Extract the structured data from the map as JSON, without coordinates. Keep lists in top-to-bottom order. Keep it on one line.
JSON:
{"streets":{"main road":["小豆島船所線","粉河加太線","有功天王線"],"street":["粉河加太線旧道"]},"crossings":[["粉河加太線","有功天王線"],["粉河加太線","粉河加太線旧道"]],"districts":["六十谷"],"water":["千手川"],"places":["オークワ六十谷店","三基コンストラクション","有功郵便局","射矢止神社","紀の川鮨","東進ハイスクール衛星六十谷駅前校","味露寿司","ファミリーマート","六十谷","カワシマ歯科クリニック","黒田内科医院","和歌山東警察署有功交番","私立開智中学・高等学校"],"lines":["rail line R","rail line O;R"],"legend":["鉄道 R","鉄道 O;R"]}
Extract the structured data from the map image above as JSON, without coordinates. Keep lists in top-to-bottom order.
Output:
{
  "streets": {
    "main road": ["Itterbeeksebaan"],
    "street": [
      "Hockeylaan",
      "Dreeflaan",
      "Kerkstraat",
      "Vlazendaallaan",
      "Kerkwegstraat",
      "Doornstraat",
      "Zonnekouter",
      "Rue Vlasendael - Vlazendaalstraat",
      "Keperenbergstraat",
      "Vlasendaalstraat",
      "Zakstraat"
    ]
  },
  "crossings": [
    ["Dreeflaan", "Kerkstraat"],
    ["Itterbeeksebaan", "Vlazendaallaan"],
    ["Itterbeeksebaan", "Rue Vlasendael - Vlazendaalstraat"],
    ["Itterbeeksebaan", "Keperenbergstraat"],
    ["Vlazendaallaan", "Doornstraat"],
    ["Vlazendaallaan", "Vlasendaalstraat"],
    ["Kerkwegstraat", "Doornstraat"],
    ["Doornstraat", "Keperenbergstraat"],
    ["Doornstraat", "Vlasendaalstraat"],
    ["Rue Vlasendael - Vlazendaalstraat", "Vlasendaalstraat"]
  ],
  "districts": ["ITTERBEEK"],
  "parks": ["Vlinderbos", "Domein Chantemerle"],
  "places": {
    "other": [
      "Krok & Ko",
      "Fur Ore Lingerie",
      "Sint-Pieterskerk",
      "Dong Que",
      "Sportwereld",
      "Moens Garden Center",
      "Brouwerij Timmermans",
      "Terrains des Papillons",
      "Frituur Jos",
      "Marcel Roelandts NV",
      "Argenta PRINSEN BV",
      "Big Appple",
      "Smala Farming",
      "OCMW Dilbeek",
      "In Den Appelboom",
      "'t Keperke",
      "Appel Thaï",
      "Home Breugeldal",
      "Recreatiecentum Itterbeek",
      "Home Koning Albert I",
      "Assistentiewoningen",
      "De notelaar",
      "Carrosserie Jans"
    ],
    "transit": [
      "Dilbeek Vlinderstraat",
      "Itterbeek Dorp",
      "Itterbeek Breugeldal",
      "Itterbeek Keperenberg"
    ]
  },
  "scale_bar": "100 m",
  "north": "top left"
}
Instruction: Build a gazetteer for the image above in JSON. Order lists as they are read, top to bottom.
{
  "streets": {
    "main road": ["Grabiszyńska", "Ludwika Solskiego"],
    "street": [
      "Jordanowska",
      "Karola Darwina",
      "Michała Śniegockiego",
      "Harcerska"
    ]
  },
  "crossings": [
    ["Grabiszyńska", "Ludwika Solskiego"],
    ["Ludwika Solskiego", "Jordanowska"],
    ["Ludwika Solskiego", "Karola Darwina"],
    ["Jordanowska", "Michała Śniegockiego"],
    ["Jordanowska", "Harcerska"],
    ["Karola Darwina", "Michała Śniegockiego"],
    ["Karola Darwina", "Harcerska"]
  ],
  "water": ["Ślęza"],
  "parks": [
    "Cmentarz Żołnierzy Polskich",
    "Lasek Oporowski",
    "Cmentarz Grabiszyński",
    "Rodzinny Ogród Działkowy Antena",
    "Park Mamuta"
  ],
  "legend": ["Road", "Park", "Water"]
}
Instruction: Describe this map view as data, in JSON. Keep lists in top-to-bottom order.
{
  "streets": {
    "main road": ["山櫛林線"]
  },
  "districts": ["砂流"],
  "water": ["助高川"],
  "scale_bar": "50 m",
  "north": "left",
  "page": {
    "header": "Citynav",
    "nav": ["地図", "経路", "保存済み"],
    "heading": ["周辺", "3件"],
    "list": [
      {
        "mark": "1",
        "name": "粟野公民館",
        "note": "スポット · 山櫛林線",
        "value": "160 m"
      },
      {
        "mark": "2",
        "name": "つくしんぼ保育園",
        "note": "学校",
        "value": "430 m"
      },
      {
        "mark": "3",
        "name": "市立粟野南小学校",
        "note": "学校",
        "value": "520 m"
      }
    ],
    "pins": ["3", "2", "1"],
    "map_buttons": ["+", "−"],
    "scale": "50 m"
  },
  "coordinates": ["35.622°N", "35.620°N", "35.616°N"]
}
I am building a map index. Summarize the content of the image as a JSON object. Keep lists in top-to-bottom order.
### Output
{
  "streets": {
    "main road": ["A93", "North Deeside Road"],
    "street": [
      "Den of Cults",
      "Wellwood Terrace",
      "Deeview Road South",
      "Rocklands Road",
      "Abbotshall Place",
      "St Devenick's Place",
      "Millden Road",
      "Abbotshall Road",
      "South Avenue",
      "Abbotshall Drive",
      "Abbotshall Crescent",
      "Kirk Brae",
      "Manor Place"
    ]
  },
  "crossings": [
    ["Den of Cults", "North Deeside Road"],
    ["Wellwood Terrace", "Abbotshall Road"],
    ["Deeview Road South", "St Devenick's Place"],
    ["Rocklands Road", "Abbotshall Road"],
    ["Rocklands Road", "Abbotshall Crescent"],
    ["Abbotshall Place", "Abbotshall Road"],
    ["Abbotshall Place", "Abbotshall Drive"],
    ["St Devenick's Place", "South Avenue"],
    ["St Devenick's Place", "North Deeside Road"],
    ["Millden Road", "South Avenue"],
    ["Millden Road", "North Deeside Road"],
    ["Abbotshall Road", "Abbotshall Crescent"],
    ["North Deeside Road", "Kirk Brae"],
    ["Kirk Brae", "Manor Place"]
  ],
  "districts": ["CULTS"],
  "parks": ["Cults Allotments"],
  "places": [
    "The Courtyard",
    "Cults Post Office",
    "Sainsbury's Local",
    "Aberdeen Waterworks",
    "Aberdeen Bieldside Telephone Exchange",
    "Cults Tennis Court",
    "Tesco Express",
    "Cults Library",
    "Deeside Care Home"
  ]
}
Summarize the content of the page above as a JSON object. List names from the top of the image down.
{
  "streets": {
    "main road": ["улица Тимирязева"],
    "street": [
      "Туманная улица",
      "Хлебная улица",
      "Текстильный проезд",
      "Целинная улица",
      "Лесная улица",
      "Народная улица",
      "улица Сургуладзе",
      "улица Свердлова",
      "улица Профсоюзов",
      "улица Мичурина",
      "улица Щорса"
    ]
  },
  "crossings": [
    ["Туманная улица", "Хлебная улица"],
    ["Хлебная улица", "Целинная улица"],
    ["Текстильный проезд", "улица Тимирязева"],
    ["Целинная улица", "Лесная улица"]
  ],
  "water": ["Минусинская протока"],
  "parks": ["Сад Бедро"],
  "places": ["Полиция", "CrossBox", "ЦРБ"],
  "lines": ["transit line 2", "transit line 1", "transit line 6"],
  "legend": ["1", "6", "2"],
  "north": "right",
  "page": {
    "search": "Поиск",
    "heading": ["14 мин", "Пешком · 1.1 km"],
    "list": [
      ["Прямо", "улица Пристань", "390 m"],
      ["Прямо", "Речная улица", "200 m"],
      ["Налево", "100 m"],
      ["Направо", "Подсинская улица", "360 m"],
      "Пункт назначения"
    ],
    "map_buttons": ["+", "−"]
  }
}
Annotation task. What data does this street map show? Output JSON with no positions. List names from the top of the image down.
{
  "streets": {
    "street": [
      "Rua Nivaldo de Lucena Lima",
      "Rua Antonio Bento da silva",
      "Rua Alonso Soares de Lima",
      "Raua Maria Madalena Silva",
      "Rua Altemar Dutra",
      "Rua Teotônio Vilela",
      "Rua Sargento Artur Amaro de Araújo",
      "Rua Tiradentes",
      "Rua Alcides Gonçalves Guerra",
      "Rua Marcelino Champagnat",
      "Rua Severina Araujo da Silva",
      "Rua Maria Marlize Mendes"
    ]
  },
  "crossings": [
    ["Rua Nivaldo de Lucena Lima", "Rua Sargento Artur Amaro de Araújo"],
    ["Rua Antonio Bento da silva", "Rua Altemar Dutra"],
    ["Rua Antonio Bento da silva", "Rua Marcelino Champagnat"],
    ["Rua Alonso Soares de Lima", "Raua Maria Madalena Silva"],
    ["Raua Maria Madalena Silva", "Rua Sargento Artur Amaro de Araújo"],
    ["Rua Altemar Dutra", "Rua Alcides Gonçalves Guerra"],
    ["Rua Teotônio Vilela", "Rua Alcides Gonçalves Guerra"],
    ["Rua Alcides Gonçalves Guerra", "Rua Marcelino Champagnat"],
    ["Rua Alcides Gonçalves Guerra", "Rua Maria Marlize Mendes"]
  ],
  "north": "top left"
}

* **Your task**: Using the records above, output exactly the lines from the one containing "Annotation task. What" through the last line, and no others.

* **The completed task**:
Annotation task. What data does this street map show? Output JSON with no positions. List names from the top of the image down.
{
  "streets": {
    "street": [
      "Rua Nivaldo de Lucena Lima",
      "Rua Antonio Bento da silva",
      "Rua Alonso Soares de Lima",
      "Raua Maria Madalena Silva",
      "Rua Altemar Dutra",
      "Rua Teotônio Vilela",
      "Rua Sargento Artur Amaro de Araújo",
      "Rua Tiradentes",
      "Rua Alcides Gonçalves Guerra",
      "Rua Marcelino Champagnat",
      "Rua Severina Araujo da Silva",
      "Rua Maria Marlize Mendes"
    ]
  },
  "crossings": [
    ["Rua Nivaldo de Lucena Lima", "Rua Sargento Artur Amaro de Araújo"],
    ["Rua Antonio Bento da silva", "Rua Altemar Dutra"],
    ["Rua Antonio Bento da silva", "Rua Marcelino Champagnat"],
    ["Rua Alonso Soares de Lima", "Raua Maria Madalena Silva"],
    ["Raua Maria Madalena Silva", "Rua Sargento Artur Amaro de Araújo"],
    ["Rua Altemar Dutra", "Rua Alcides Gonçalves Guerra"],
    ["Rua Teotônio Vilela", "Rua Alcides Gonçalves Guerra"],
    ["Rua Alcides Gonçalves Guerra", "Rua Marcelino Champagnat"],
    ["Rua Alcides Gonçalves Guerra", "Rua Maria Marlize Mendes"]
  ],
  "north": "top left"
}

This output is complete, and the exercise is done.